Fitz gave an interview on the pink gravel path while the digger driver manoeuvred his machine into position. ‘The Minister for Coal has told you that when the mine is exhausted the garden will be subject to what he calls an effective restoration programme,’ he said. ‘I say to you that that promise is worthless. It has taken more than a century for my grandfather and my father and I to bring the garden to its present pitch of beauty and harmony. It would take another hundred years to restore it.’
The boom of the excavator was lowered until it stood at a forty-five-degree angle over the shrubbery and flower beds of the west garden. The bucket was positioned over the croquet lawn. There was a long moment of waiting. The crowd fell silent. Billy said loudly: ‘Get on with it, for God’s sake.’
An engineer in a bowler hat blew a whistle.
The bucket was dropped to the earth with a massive thud. Its steel teeth dug into the flat green lawn. The drag rope tautened, there was a loud creak of straining machinery, then the bucket began to move back. As it was dragged across the ground it dug up a bed of huge yellow sunflowers, the rose garden, a shrubbery of summersweet and bottlebrush buckeye, and a small magnolia tree.

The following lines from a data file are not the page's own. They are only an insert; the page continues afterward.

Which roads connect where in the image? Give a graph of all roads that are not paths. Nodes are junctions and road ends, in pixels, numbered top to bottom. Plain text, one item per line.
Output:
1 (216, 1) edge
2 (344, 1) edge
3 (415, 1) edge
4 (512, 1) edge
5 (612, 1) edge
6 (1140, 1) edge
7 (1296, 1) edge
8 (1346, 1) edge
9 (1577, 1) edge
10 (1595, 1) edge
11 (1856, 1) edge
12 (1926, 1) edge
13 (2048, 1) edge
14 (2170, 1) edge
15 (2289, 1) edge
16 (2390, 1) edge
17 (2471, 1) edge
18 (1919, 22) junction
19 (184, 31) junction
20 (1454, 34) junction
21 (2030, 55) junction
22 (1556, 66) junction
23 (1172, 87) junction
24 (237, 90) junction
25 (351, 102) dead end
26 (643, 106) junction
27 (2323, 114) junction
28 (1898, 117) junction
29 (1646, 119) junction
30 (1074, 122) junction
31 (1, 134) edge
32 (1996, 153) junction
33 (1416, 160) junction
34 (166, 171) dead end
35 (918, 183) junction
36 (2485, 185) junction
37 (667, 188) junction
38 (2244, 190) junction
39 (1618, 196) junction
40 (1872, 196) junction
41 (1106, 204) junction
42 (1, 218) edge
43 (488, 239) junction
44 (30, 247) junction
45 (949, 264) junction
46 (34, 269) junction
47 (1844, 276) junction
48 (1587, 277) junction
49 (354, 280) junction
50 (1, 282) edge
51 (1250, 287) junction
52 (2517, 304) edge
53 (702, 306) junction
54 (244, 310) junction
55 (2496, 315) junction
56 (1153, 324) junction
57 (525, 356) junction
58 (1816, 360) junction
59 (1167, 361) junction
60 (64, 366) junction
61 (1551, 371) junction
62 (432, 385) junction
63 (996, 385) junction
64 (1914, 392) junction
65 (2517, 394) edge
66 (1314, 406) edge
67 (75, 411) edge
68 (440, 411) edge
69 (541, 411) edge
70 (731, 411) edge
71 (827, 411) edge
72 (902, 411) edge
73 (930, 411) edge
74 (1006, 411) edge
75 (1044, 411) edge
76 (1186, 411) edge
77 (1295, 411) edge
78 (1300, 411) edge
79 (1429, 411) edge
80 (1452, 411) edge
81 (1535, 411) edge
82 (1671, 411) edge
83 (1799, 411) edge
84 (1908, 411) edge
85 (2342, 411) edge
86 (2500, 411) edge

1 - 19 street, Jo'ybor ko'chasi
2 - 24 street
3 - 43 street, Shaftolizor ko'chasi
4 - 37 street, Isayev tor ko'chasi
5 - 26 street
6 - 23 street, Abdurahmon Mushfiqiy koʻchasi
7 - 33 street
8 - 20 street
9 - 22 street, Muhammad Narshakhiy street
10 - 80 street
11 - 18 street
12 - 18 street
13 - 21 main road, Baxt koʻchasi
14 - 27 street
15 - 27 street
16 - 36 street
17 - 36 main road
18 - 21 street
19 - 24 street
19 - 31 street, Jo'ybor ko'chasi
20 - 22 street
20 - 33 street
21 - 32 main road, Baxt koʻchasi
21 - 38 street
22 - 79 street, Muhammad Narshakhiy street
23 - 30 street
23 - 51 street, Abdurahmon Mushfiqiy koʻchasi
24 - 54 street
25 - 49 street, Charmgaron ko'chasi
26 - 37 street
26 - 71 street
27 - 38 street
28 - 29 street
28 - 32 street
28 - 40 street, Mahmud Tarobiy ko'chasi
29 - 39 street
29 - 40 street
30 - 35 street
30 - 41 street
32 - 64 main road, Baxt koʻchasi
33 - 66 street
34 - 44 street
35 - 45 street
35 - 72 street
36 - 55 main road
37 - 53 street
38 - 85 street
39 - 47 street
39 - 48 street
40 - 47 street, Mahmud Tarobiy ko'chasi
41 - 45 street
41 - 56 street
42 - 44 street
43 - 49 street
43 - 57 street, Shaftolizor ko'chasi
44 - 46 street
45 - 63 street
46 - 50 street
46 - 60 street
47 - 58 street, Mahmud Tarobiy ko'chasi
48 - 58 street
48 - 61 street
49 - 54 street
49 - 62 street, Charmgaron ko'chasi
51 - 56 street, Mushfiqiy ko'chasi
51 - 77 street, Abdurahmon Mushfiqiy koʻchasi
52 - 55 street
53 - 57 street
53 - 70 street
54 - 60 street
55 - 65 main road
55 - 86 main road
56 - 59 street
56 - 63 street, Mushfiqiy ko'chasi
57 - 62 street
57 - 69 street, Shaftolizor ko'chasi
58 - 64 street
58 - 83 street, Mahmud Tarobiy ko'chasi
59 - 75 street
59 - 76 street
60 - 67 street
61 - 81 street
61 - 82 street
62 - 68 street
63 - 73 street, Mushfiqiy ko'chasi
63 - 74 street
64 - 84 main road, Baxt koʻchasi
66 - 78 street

At the end of its travel the bucket was full of earth, flowers and plants.
The bucket was then lifted to a height of twenty feet, dribbling loose earth and blossoms.
The boom swung sideways. It was taller than the house, Lloyd saw. He almost thought the bucket would smash the upstairs windows, but the operator was skilled, and stopped it just in time. The drag rope slackened, the bucket tilted, and six tons of garden fell to the ground a few feet from the entrance.
The bucket was returned to its original position, and the process was repeated.
Lloyd looked at Fitz and saw that he was crying.
23
1947
At the beginning of 1947 it seemed possible that all Europe might go Communist.
Volodya Peshkov was not sure whether to hope for that or its opposite.